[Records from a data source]
####

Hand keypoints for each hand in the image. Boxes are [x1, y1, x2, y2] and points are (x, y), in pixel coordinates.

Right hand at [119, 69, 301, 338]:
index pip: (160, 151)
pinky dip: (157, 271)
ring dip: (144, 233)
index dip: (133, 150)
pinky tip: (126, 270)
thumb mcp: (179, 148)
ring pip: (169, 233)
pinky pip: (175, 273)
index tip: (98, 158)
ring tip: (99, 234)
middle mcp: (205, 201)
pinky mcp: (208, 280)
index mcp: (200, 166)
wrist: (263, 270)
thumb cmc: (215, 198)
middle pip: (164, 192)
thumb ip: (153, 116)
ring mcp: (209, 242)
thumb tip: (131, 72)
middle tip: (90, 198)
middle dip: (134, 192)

####

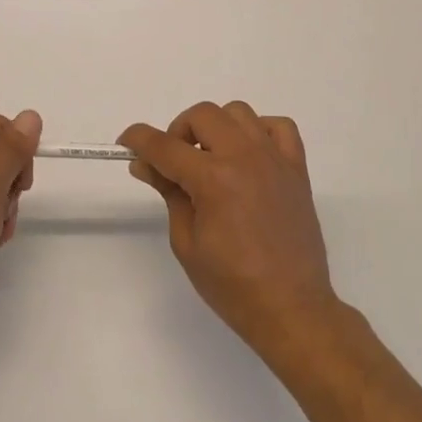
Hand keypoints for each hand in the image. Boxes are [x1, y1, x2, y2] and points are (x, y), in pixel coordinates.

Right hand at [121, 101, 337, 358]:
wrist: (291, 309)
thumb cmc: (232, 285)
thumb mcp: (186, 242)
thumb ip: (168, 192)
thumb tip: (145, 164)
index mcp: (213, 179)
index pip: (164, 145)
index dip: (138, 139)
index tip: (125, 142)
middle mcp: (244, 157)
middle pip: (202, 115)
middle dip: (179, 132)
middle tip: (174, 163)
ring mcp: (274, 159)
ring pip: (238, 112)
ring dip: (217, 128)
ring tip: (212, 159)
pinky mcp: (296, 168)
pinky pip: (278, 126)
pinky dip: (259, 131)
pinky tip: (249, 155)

####

> [WORK TO BE COMPLETED]
All lines above from the one holding "ring pip: (238, 112)" to the one holding "pinky tip: (249, 155)", inclusive, are to be copied exactly; no other line is wanted.

> [FINAL ANSWER]
ring pip: (238, 112)
ring dip: (217, 128)
ring tip: (212, 159)
pinky mcp: (296, 168)
pinky pip: (278, 126)
pinky dip: (259, 131)
pinky tip: (249, 155)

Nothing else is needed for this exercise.